>>>>
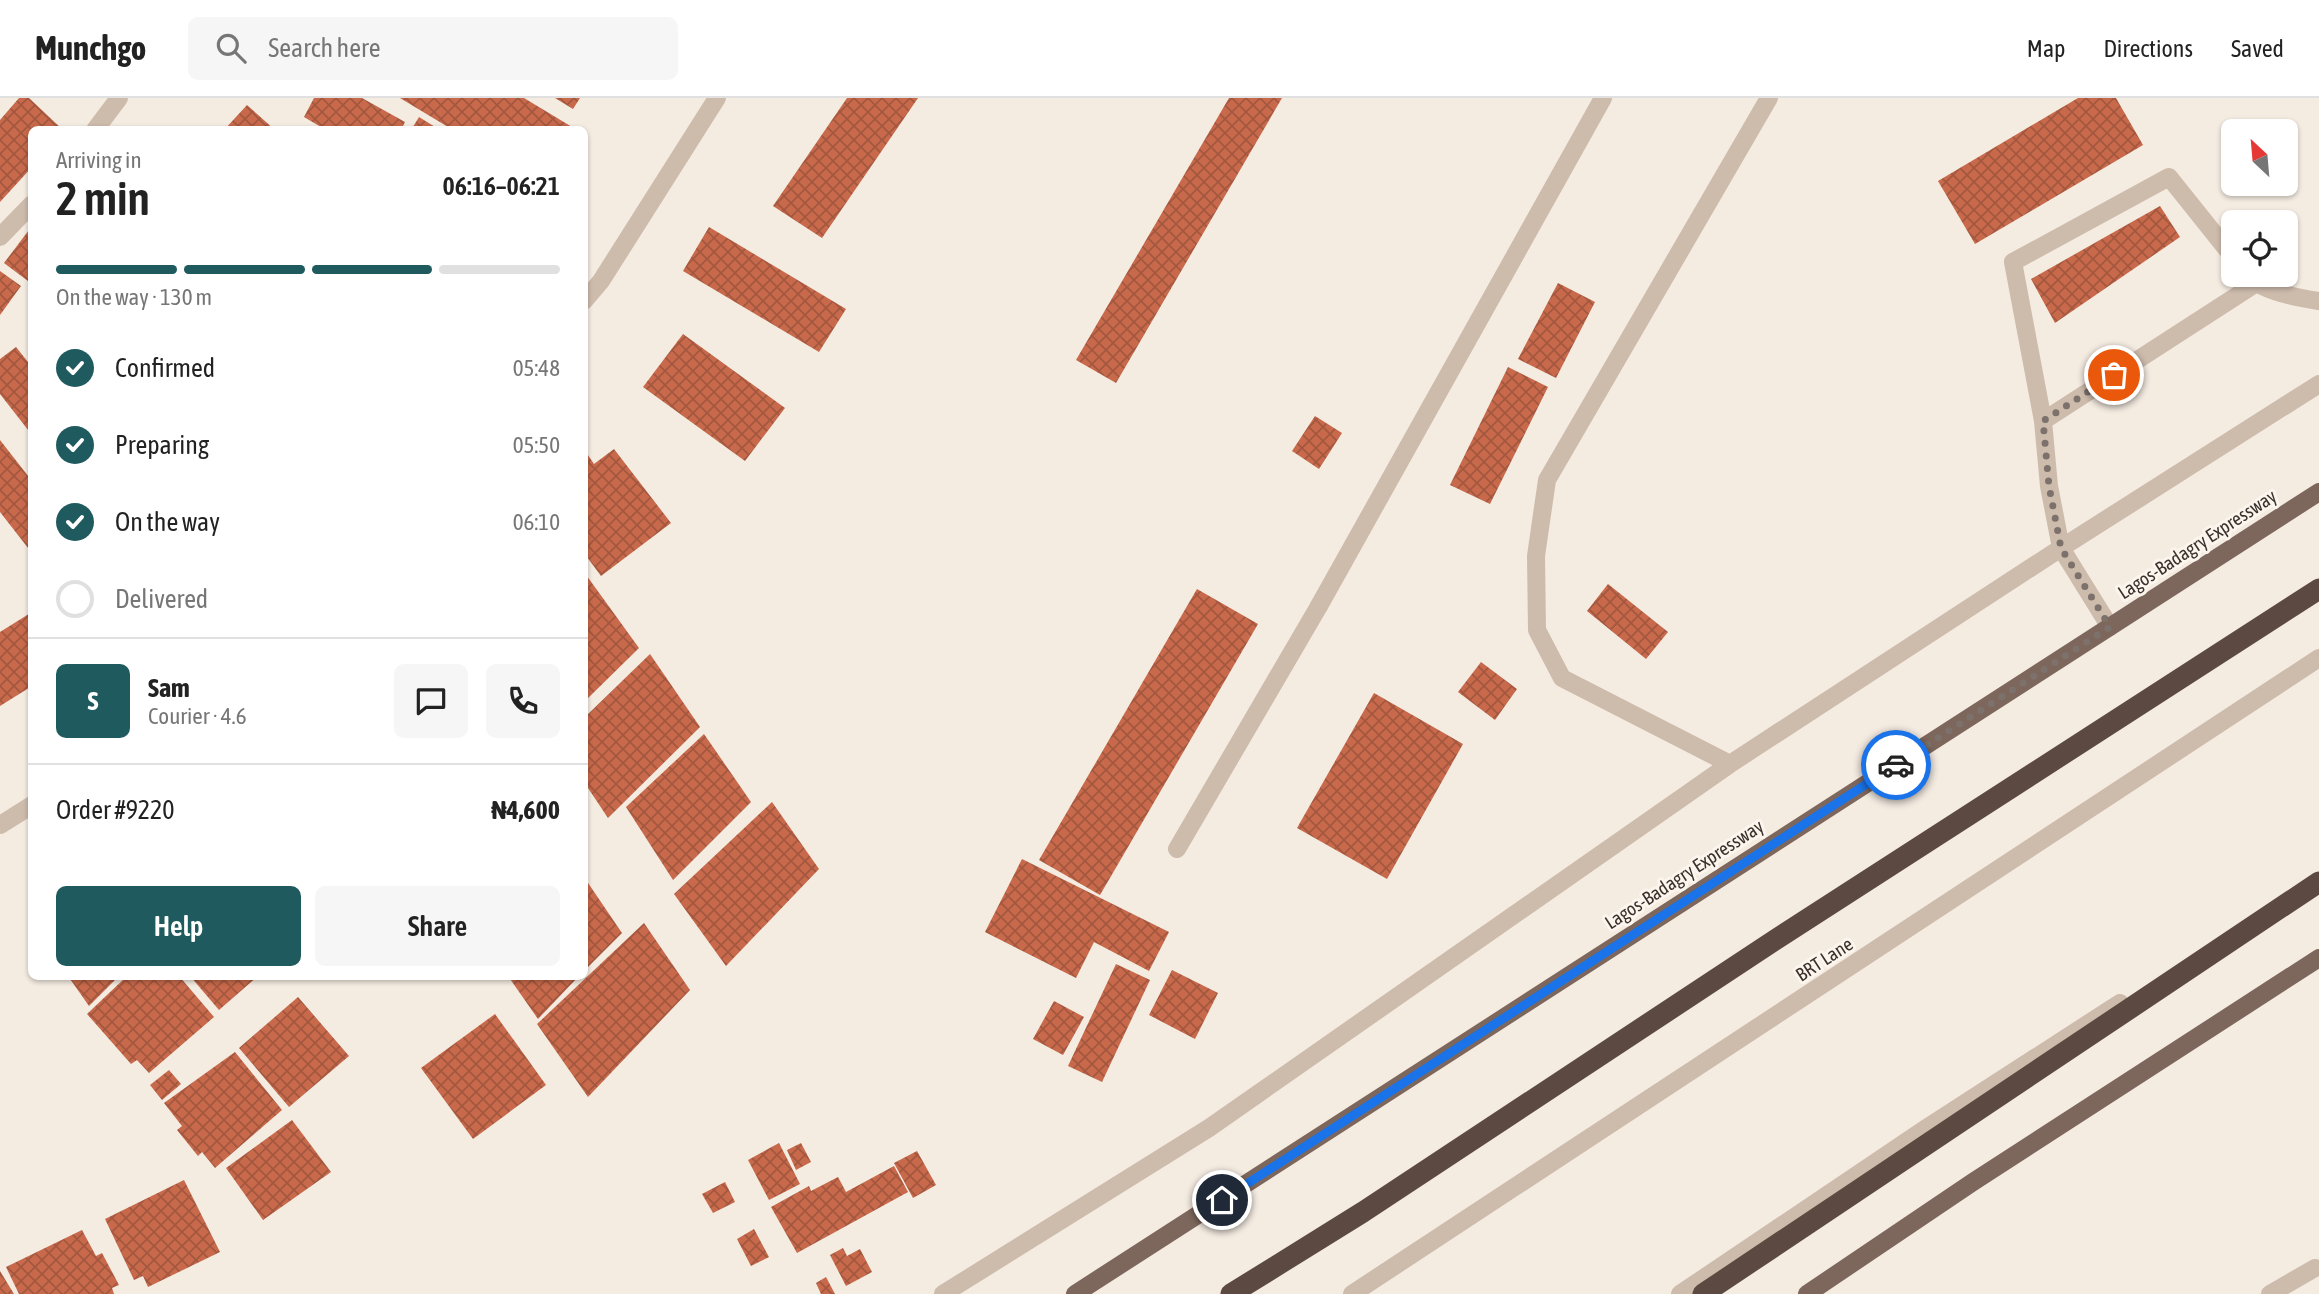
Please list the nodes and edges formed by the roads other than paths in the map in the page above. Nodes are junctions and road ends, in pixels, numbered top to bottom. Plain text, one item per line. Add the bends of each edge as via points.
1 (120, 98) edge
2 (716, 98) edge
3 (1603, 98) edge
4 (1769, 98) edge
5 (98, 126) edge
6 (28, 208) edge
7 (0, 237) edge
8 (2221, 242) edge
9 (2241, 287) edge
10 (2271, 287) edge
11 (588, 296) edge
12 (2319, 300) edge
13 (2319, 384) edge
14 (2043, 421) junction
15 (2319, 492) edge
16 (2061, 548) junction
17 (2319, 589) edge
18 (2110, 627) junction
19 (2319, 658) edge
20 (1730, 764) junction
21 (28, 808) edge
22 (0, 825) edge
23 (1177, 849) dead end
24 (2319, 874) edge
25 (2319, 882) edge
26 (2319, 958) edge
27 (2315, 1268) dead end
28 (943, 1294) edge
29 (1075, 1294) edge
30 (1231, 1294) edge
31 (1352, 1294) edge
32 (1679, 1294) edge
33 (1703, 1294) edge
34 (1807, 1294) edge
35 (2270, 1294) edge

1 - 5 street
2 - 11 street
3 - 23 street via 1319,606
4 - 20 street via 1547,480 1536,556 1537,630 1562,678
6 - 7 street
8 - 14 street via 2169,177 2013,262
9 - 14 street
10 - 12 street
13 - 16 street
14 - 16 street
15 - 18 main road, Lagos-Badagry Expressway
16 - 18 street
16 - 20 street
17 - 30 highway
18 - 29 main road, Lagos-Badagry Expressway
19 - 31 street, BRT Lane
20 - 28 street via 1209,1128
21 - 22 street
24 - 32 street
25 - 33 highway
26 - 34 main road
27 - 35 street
<<<<
>>>>
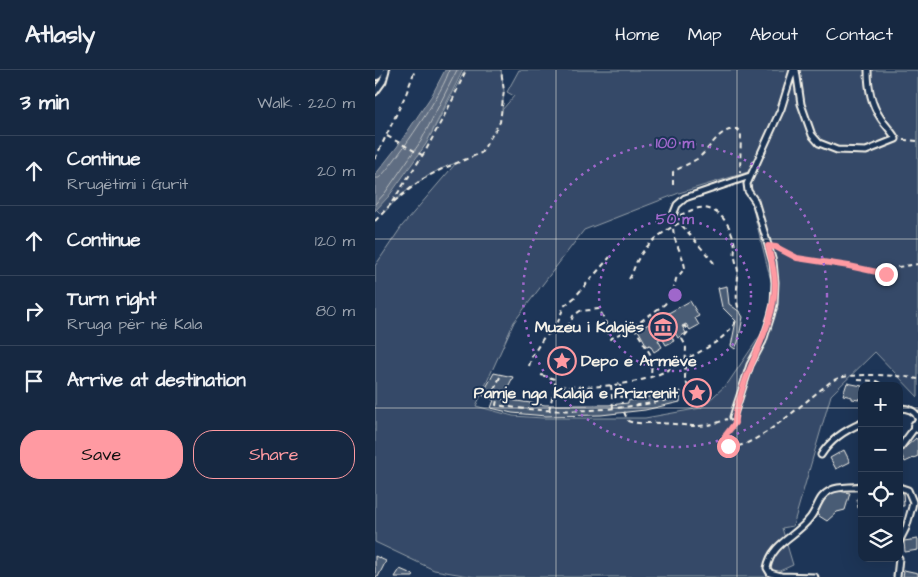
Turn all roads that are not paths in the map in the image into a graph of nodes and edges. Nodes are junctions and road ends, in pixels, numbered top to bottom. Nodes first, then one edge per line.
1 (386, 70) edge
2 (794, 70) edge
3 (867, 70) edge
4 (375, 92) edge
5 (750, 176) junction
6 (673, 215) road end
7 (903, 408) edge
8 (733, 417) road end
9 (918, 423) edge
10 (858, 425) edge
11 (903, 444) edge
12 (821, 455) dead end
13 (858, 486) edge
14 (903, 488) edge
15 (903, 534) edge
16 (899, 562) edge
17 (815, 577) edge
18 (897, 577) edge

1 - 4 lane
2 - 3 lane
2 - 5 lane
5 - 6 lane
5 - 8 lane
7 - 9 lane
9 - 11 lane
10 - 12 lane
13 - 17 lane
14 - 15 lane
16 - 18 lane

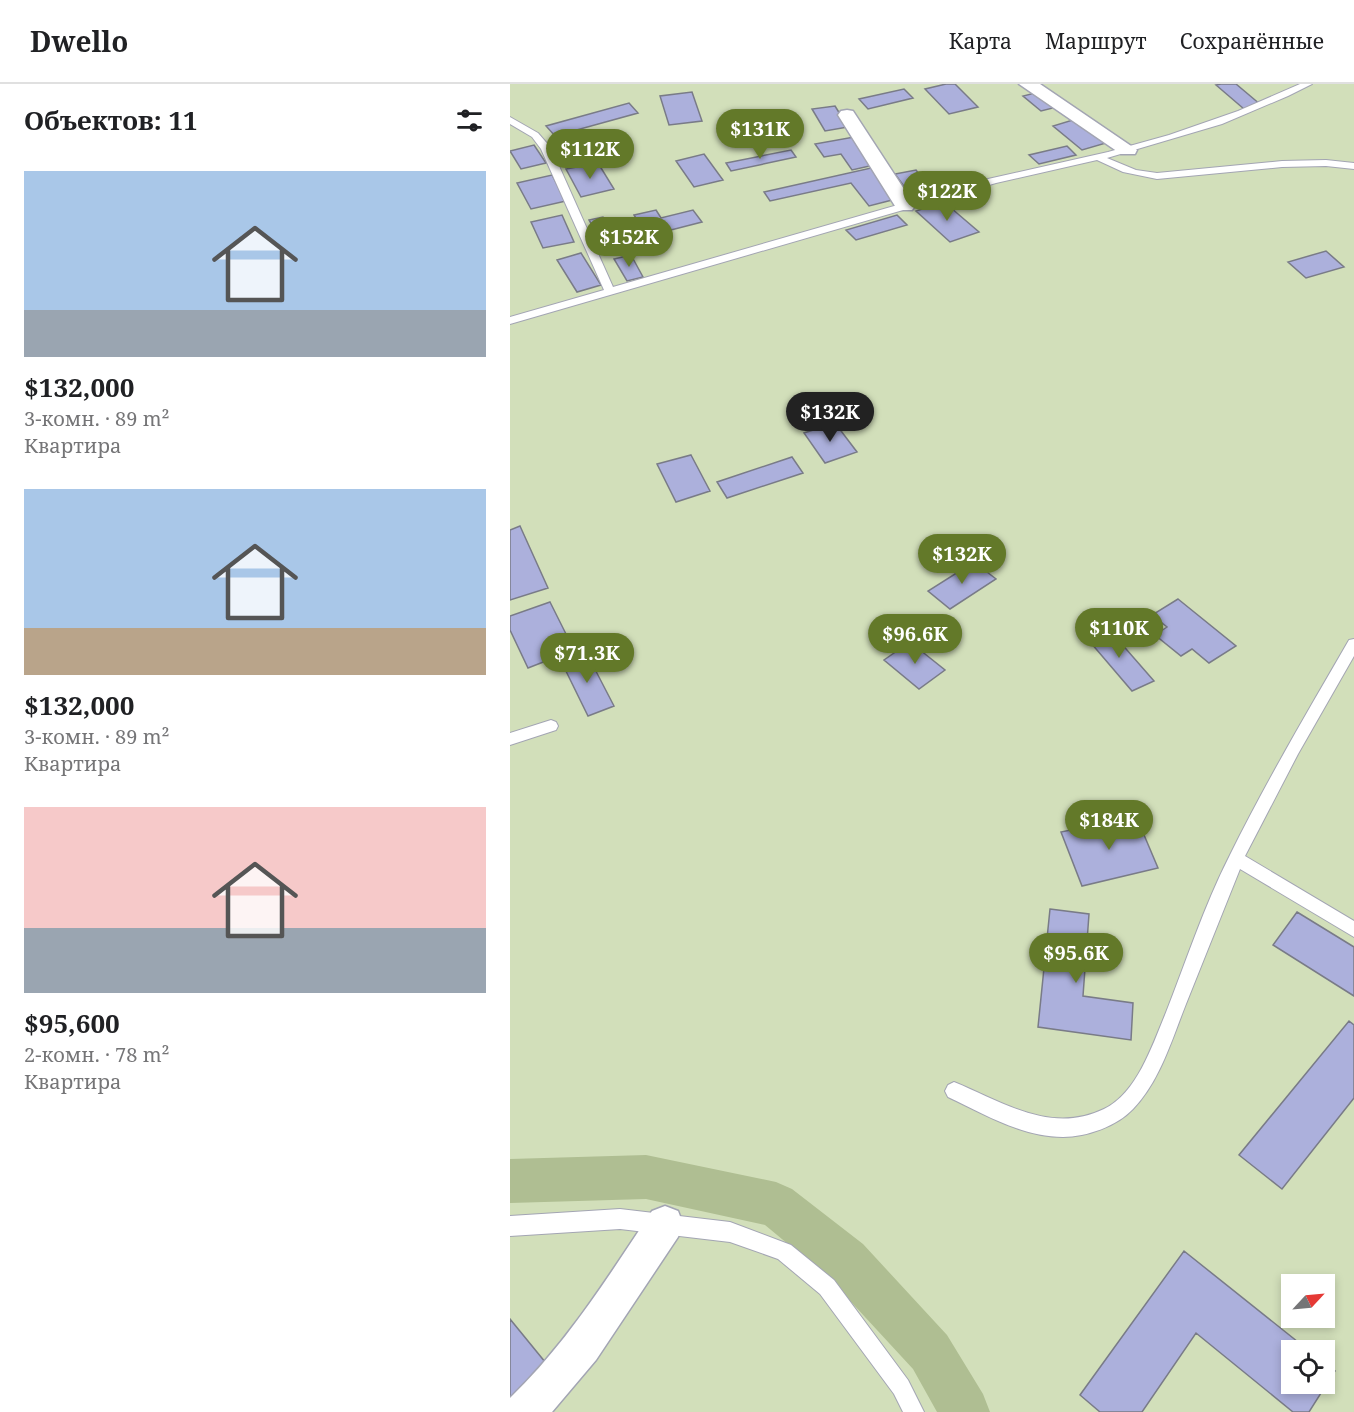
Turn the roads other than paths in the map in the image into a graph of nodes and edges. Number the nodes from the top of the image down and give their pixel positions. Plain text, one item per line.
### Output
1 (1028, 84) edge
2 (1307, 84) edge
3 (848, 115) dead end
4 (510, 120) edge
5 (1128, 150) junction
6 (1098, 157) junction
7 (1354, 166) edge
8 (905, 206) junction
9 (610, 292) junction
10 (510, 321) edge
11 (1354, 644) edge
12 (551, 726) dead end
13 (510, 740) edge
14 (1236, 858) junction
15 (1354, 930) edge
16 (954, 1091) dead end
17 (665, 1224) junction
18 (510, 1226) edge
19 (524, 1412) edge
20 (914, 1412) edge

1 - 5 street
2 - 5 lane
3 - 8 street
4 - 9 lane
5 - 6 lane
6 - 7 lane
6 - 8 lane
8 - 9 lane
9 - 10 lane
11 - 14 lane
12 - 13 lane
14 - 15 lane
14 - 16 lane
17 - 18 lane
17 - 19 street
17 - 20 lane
<<<<
>>>>
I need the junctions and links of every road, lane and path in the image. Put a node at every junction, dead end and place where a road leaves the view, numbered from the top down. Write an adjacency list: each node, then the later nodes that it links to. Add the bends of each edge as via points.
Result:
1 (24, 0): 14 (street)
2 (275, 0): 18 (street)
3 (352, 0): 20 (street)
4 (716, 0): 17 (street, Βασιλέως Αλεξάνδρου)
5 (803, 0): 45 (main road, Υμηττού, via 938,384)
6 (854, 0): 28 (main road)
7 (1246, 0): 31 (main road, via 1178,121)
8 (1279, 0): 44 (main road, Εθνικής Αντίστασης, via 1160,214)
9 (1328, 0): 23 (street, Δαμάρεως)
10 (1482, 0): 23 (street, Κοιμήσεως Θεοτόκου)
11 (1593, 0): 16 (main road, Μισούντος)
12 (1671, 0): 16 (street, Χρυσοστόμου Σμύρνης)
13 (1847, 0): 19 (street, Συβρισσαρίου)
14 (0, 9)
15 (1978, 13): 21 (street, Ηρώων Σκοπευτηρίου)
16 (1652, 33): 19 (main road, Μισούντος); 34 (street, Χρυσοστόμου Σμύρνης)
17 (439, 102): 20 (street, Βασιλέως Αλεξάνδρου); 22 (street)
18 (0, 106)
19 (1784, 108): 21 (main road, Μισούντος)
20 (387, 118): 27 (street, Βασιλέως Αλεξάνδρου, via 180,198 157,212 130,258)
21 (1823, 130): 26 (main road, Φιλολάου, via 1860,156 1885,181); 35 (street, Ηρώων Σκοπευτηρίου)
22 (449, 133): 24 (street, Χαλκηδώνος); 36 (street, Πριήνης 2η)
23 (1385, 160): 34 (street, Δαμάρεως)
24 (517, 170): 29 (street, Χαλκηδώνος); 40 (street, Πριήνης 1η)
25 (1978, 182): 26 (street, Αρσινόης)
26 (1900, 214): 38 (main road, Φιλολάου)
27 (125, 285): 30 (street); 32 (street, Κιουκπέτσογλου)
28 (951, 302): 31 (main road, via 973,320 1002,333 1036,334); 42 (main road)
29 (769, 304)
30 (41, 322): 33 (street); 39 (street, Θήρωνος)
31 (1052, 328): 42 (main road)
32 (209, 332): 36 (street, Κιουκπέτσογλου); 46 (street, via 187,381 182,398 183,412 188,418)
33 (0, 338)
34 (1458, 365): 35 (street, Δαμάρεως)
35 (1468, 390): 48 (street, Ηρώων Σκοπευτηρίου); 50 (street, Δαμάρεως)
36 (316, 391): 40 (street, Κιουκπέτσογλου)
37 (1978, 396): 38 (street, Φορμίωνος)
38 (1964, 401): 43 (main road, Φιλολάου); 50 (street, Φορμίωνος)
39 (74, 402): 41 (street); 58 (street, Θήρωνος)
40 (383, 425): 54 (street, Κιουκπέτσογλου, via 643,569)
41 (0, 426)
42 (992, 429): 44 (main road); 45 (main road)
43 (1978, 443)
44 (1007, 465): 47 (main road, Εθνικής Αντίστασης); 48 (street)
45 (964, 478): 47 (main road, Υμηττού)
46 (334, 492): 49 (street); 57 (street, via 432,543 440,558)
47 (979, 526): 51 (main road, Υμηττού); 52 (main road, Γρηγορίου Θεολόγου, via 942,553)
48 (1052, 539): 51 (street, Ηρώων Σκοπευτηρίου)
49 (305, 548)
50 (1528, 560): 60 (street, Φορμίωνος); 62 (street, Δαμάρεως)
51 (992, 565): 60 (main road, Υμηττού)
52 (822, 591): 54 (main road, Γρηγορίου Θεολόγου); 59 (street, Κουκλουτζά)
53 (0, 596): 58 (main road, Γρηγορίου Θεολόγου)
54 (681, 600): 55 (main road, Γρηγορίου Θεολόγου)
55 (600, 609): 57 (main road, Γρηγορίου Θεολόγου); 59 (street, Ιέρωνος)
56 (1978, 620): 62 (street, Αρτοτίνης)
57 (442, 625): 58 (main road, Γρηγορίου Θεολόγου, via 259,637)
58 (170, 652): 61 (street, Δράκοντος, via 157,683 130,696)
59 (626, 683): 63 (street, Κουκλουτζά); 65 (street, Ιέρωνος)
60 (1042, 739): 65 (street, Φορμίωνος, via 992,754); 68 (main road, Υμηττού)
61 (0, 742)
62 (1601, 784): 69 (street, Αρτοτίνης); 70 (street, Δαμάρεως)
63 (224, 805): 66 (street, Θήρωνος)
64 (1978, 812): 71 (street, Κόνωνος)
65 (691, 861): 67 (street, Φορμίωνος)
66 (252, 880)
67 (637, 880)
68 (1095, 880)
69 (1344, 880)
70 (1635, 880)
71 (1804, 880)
<<<<
=== AIM OF THE TASK ===
The answer should consist of every line from the listing above that includes the word "down".

=== SOLUTION FOR THIS TASK ===
Turn the roads other than paths in the map in the image into a graph of nodes and edges. Number the nodes from the top of the image down and give their pixel positions. Plain text, one item per line.
I need the junctions and links of every road, lane and path in the image. Put a node at every junction, dead end and place where a road leaves the view, numbered from the top down. Write an adjacency list: each node, then the later nodes that it links to. Add the bends of each edge as via points.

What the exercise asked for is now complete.